Searching the material below, find each line that includes the word "street", and copy it.

┄┄┄┄┄┄┄┄┄┄

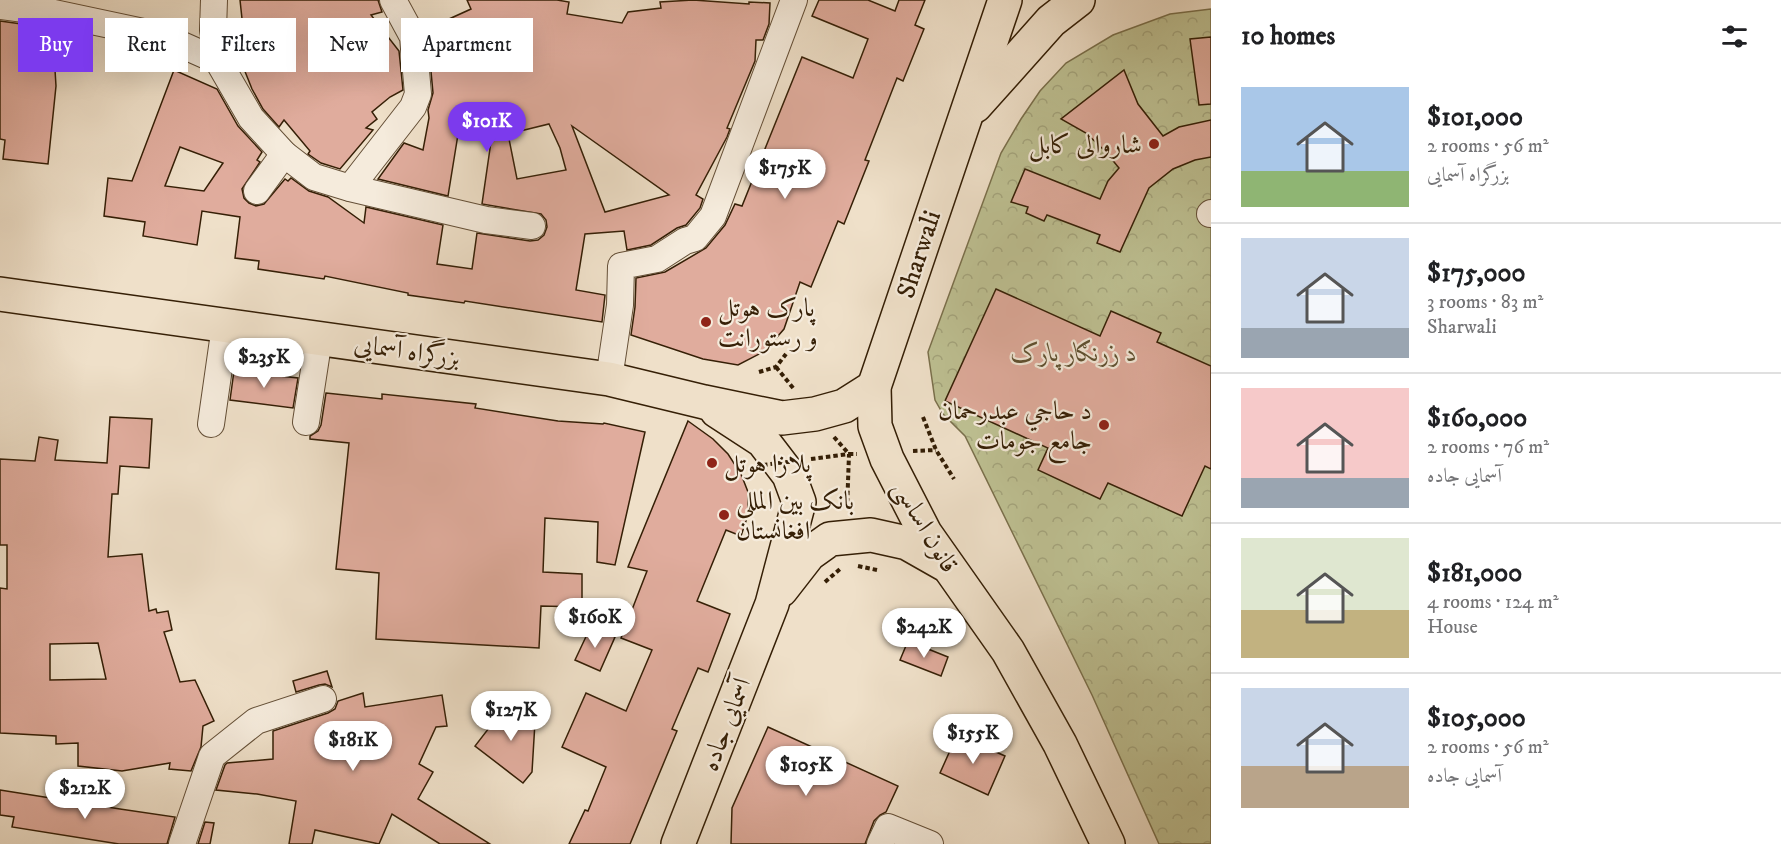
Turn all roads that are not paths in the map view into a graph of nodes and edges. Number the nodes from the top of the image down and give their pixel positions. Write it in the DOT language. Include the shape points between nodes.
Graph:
graph roads {
  1 [pos="214,0"];
  2 [pos="393,0"];
  3 [pos="794,0"];
  4 [pos="1005,0"];
  5 [pos="1078,0"];
  6 [pos="0,6"];
  7 [pos="213,18"];
  8 [pos="200,53"];
  9 [pos="224,72"];
  10 [pos="963,121"];
  11 [pos="284,154"];
  12 [pos="350,188"];
  13 [pos="257,191"];
  14 [pos="532,226"];
  15 [pos="0,294"];
  16 [pos="225,326"];
  17 [pos="319,338"];
  18 [pos="609,379"];
  19 [pos="874,387"];
  20 [pos="704,402"];
  21 [pos="306,422"];
  22 [pos="211,424"];
  23 [pos="950,567"];
  24 [pos="772,604"];
  25 [pos="323,699"];
  26 [pos="182,844"];
  27 [pos="678,844"];
  28 [pos="880,844"];
  29 [pos="930,844"];
  30 [pos="1108,844"];
  1 -- 7 [label="street"];
  2 -- 12 [label="street" via="413,37 418,94 413,107"];
  3 -- 18 [label="street" via="713,216 695,238 657,259 621,266 620,306"];
  4 -- 10 [label="highway, Sharwali"];
  5 -- 10 [label="highway" via="1030,42"];
  6 -- 8 [label="street" via="162,36"];
  9 -- 11 [label="street" via="251,118"];
  10 -- 19 [label="highway, Sharwali"];
  11 -- 12 [label="street" via="314,177"];
  11 -- 13 [label="street"];
  12 -- 14 [label="street" via="486,220"];
  15 -- 16 [label="highway, بزرگراه آسمایی"];
  16 -- 17 [label="highway, بزرگراه آسمایی"];
  16 -- 22 [label="street"];
  17 -- 18 [label="highway, بزرگراه آسمایی"];
  17 -- 21 [label="street"];
  18 -- 20 [label="highway, بزرگراه آسمایی"];
  19 -- 20 [label="highway, بزرگراه آسمایی" via="844,406 782,418"];
  19 -- 23 [label="highway, قانون اساسی" via="875,426 887,459 925,533"];
  20 -- 24 [label="highway" via="763,441 789,475 800,502"];
  23 -- 24 [label="highway" via="908,543 871,535 846,551 830,539 810,554"];
  23 -- 30 [label="highway, قانون اساسی" via="1008,651 1060,744"];
  24 -- 27 [label="highway, آسمایی جاده"];
  25 -- 26 [label="street" via="256,721 212,756"];
  28 -- 29 [label="street" via="888,827"];
}
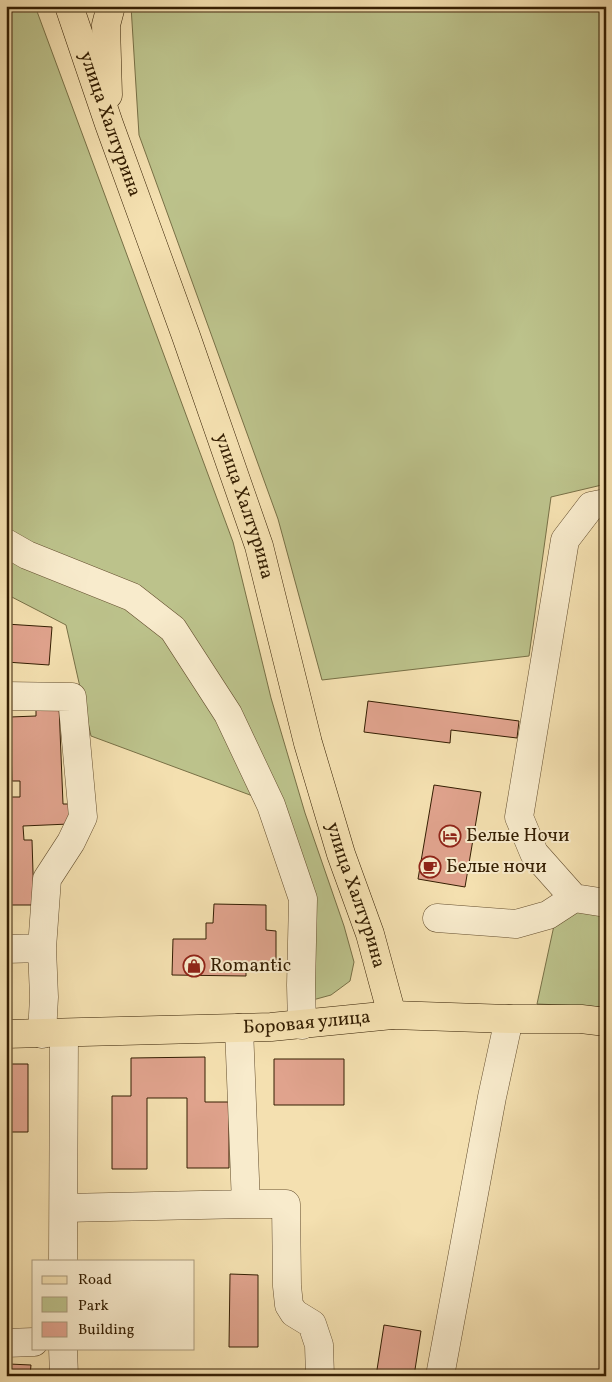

┄┄┄┄┄┄┄┄┄┄

■ ANSWER TO THIS EXERCISE:
  1 -- 7 [label="street"];
  2 -- 12 [label="street" via="413,37 418,94 413,107"];
  3 -- 18 [label="street" via="713,216 695,238 657,259 621,266 620,306"];
  6 -- 8 [label="street" via="162,36"];
  9 -- 11 [label="street" via="251,118"];
  11 -- 12 [label="street" via="314,177"];
  11 -- 13 [label="street"];
  12 -- 14 [label="street" via="486,220"];
  16 -- 22 [label="street"];
  17 -- 21 [label="street"];
  25 -- 26 [label="street" via="256,721 212,756"];
  28 -- 29 [label="street" via="888,827"];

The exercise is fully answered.